Ahn Sae-Hee

Personal information
- Date of birth: 8 February 1991 (age 35)
- Place of birth: Incheon, South Korea
- Height: 1.86 m (6 ft 1 in)
- Position: Defender

Youth career
- 2007–2009: Boin High School
- 2010–2013: Halla University

Senior career*
- Years: Team / Apps / (Gls)
- 2014–2016: Busan Ipark / 5 / (0)
- 2015–2016: → Daejeon Citizen (loan) / 4 / (0)
- 2016–2020: FC Anyang / 46 / (2)
- 2017–2018: → Pohang Steelers (loan) / 2 / (0)
- 2018–2019: → Sangju Sangmu (loan) / 4 / (0)
- 2020–2021: Gangneung Citizen / 9 / (2)
- 2021–2022: Cheongju FC / 3 / (0)
- 2021–2022: Yangju Citizen / 4 / (1)
- 2022–2023: Hoang Anh Gia Lai / 8 / (1)
- 2023: Penang / 1 / (0)
- 2023–2024: Monte Carlo / 0 / (0)

= An Sae-hee =

South Korean footballer (born 1991)

An Sae-Hee (born 8 February 1991) is a South Korean professional footballer who plays as a defender.
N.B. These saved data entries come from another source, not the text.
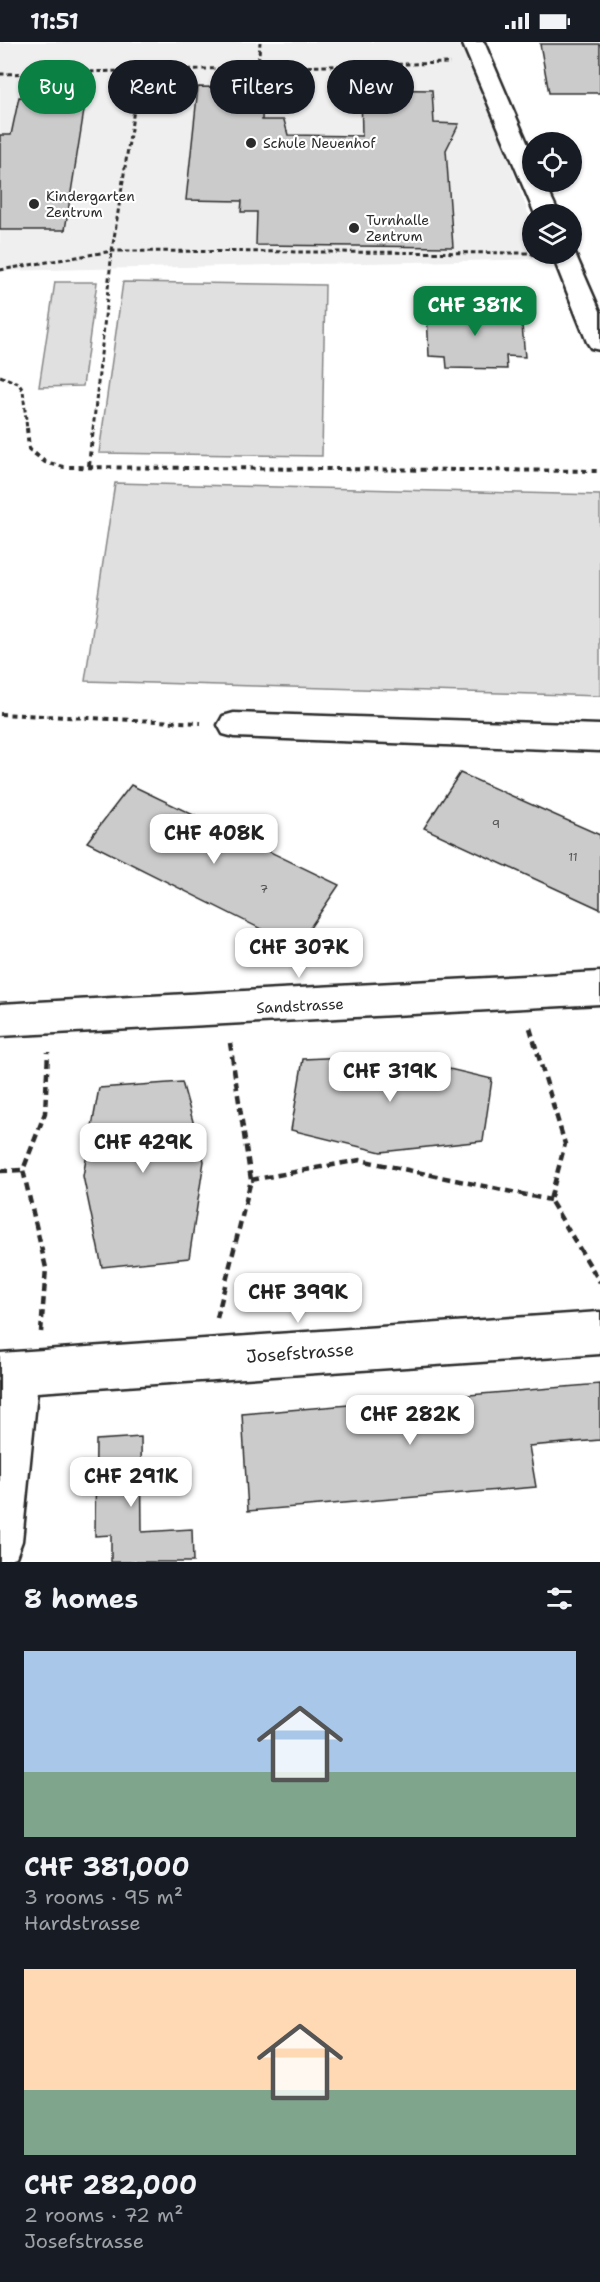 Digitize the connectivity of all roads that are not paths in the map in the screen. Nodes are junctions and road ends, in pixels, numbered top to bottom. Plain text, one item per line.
1 (473, 42) edge
2 (522, 154) edge
3 (568, 264) edge
4 (600, 342) edge
5 (234, 725) road end
6 (600, 738) edge
7 (600, 988) edge
8 (0, 1020) edge
9 (600, 1333) edge
10 (18, 1373) edge
11 (0, 1541) edge

1 - 2 street
3 - 4 street
5 - 6 street
7 - 8 street, Sandstrasse
9 - 10 street, Josefstrasse
10 - 11 street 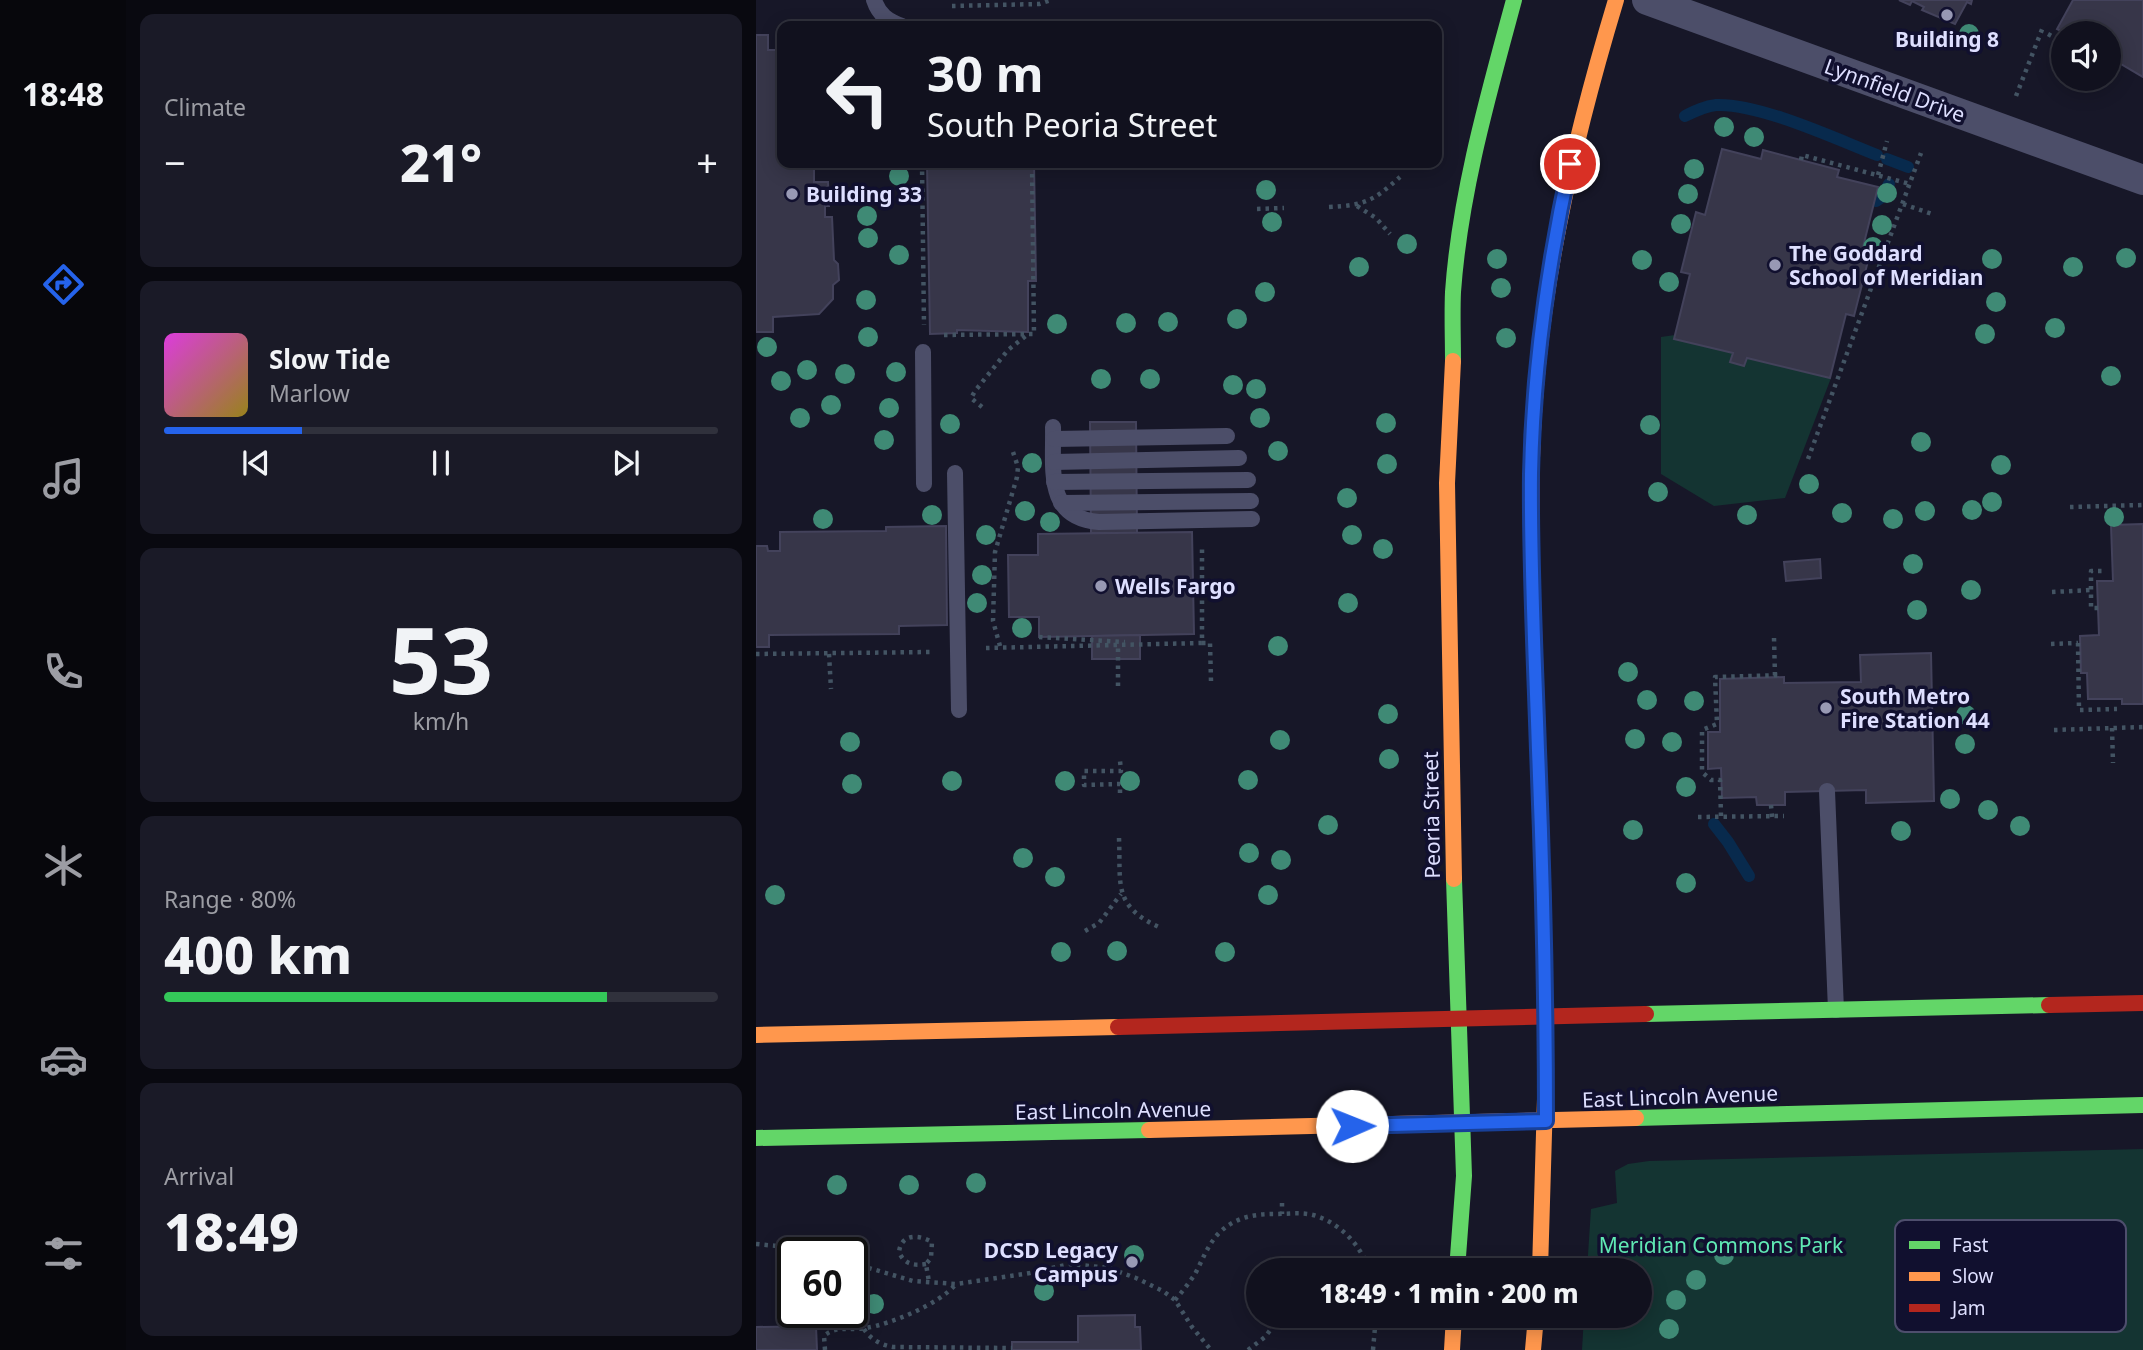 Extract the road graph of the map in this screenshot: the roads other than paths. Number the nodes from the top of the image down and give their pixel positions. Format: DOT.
graph roads {
  1 [pos="874,0"];
  2 [pos="1514,0"];
  3 [pos="1616,0"];
  4 [pos="1647,0"];
  5 [pos="891,21"];
  6 [pos="2143,180"];
  7 [pos="923,352"];
  8 [pos="1227,436"];
  9 [pos="1239,458"];
  10 [pos="1054,462"];
  11 [pos="955,472"];
  12 [pos="1248,480"];
  13 [pos="1054,482"];
  14 [pos="923,484"];
  15 [pos="1251,501"];
  16 [pos="1061,503"];
  17 [pos="1252,519"];
  18 [pos="959,710"];
  19 [pos="1827,791"];
  20 [pos="2143,1003"];
  21 [pos="1836,1010"];
  22 [pos="1546,1018"];
  23 [pos="1458,1019"];
  24 [pos="756,1035"];
  25 [pos="2143,1105"];
  26 [pos="1546,1121"];
  27 [pos="1462,1123"];
  28 [pos="756,1138"];
  29 [pos="1458,1258"];
  30 [pos="1540,1258"];
  31 [pos="1453,1328"];
  32 [pos="1535,1328"];
  33 [pos="1452,1350"];
  34 [pos="1533,1350"];
  1 -- 5 [label="lane"];
  2 -- 23 [label="main road, Peoria Street"];
  3 -- 22 [label="main road"];
  4 -- 6 [label="street, Lynnfield Drive"];
  7 -- 14 [label="lane"];
  8 -- 10 [label="lane"];
  9 -- 10 [label="lane"];
  10 -- 13 [label="lane"];
  11 -- 18 [label="lane"];
  12 -- 13 [label="lane"];
  13 -- 16 [label="lane"];
  15 -- 16 [label="lane"];
  16 -- 17 [label="lane"];
  19 -- 21 [label="lane"];
  20 -- 21 [label="main road"];
  21 -- 22 [label="main road"];
  22 -- 23 [label="main road"];
  22 -- 26 [label="main road"];
  23 -- 24 [label="main road"];
  23 -- 27 [label="main road, Peoria Street"];
  25 -- 26 [label="main road, East Lincoln Avenue"];
  26 -- 27 [label="main road, East Lincoln Avenue"];
  26 -- 30 [label="main road"];
  27 -- 28 [label="main road, East Lincoln Avenue"];
  27 -- 29 [label="main road"];
  31 -- 33 [label="main road"];
  32 -- 34 [label="main road"];
}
Besides South Korea, he has played in Malaysia, Vietnam and Macau.

==Career==
In 2016, Ahn signed for FC Anyang. On 30 December 2022, Ahn was announced that he will signed for Penang. He made his debut as a starting central defender in a pre-season game against Manjung City. On 10 May 2023, Ahn was announced he has reached an agreement with the club to terminate his current contract and leave Penang.